The Caribbean Basin was the first place in the Western hemisphere to encounter the full force of European colonial development. The unholy trinity of slavery, sugarcane, and the plantation system took shape in this circum-Caribbean region. As a result, the Greater Caribbean’s demographic and physical landscapes were rapidly and thoroughly transformed. As Indigenous, African, European, and later Asian, peoples encountered one another and forged new societies in a crucible of destruction, the institutions, practices and templates created on the islands helped shape settlement on the adjacent continental landmasses. No other part of the Americas was more diverse, more multinational, more polycultural than the Greater Caribbean.

The spatial history of this region has lagged behind better-known political, social, and economic histories. Serving as graphic visualizations of people, places, things, and ideas, maps should occupy a prominent role as vital primary source material. Yet no comprehensive bibliography of the maps of the circum-Caribbean region exists.

This project catalogs maps of the region—the Antillean islands, and the adjoining maritime rimlands–created by a wide range of forces from ca 1450 to ca 1850, that is, from the pre-encounter indigenous mapping traditions of Taíno and Carib natives, through European empire building, Afro-Caribbean and Asian-Caribbean contributions, to emergent nation-state construction.

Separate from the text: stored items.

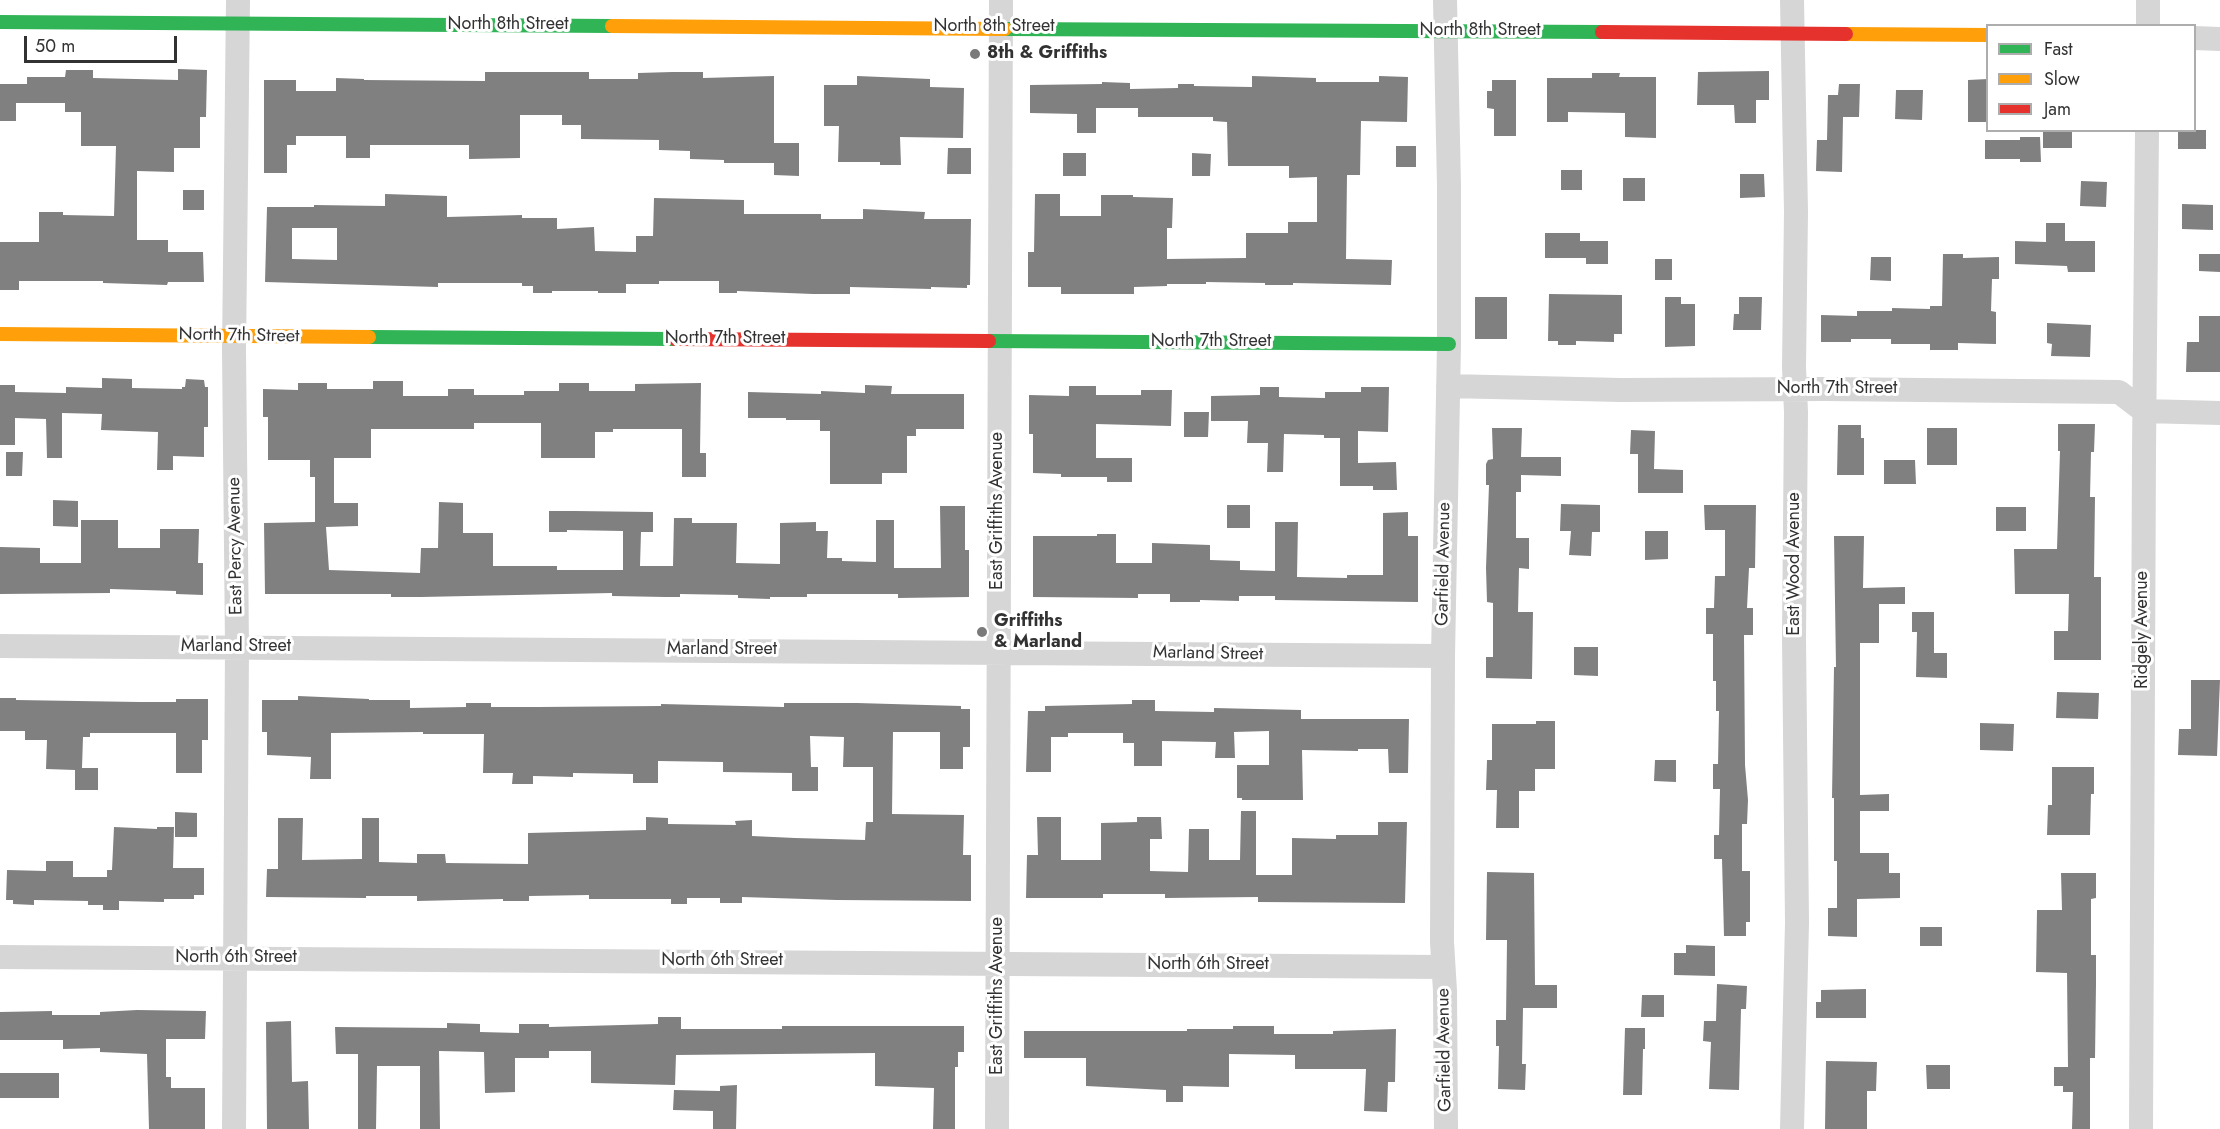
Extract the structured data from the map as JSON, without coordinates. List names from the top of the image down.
{
  "streets": {
    "street": [
      "North 8th Street",
      "North 7th Street",
      "East Griffiths Avenue",
      "East Percy Avenue",
      "Garfield Avenue",
      "East Wood Avenue",
      "Ridgely Avenue",
      "Marland Street",
      "North 6th Street"
    ]
  },
  "crossings": [
    ["North 8th Street", "East Griffiths Avenue"],
    ["North 8th Street", "East Percy Avenue"],
    ["North 8th Street", "Garfield Avenue"],
    ["North 8th Street", "East Wood Avenue"],
    ["North 7th Street", "East Griffiths Avenue"],
    ["North 7th Street", "East Percy Avenue"],
    ["North 7th Street", "Garfield Avenue"],
    ["North 7th Street", "East Wood Avenue"],
    ["North 7th Street", "Ridgely Avenue"],
    ["East Griffiths Avenue", "Marland Street"],
    ["East Griffiths Avenue", "North 6th Street"],
    ["East Percy Avenue", "Marland Street"],
    ["East Percy Avenue", "North 6th Street"],
    ["Garfield Avenue", "Marland Street"],
    ["Garfield Avenue", "North 6th Street"]
  ],
  "places": ["8th & Griffiths", "Griffiths & Marland"],
  "legend": ["Fast", "Slow", "Jam"],
  "scale_bar": "50 m"
}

The aim is to create an open access dynamic catalog or research platform, which can be easily updated, incorporates digital links, contains visual material, and is fully searchable. It will be organized along two axes: 1) mapping types, focusing on particular modes of construction, whether geographical form, marine chart, urban plan, property survey, or topographical observation; and 2) mapping processes, focusing on purpose, function, and use, whether military, maritime, cadastral, or administrative. Catalog details will include, where possible: title, author, engraver, publisher, place of production, date, size, manuscript or print, original or facsimile, region and territory, language, holding location, digital link/permalink, decorative features, key or legend, scale, bibliographical reference, and notes on content.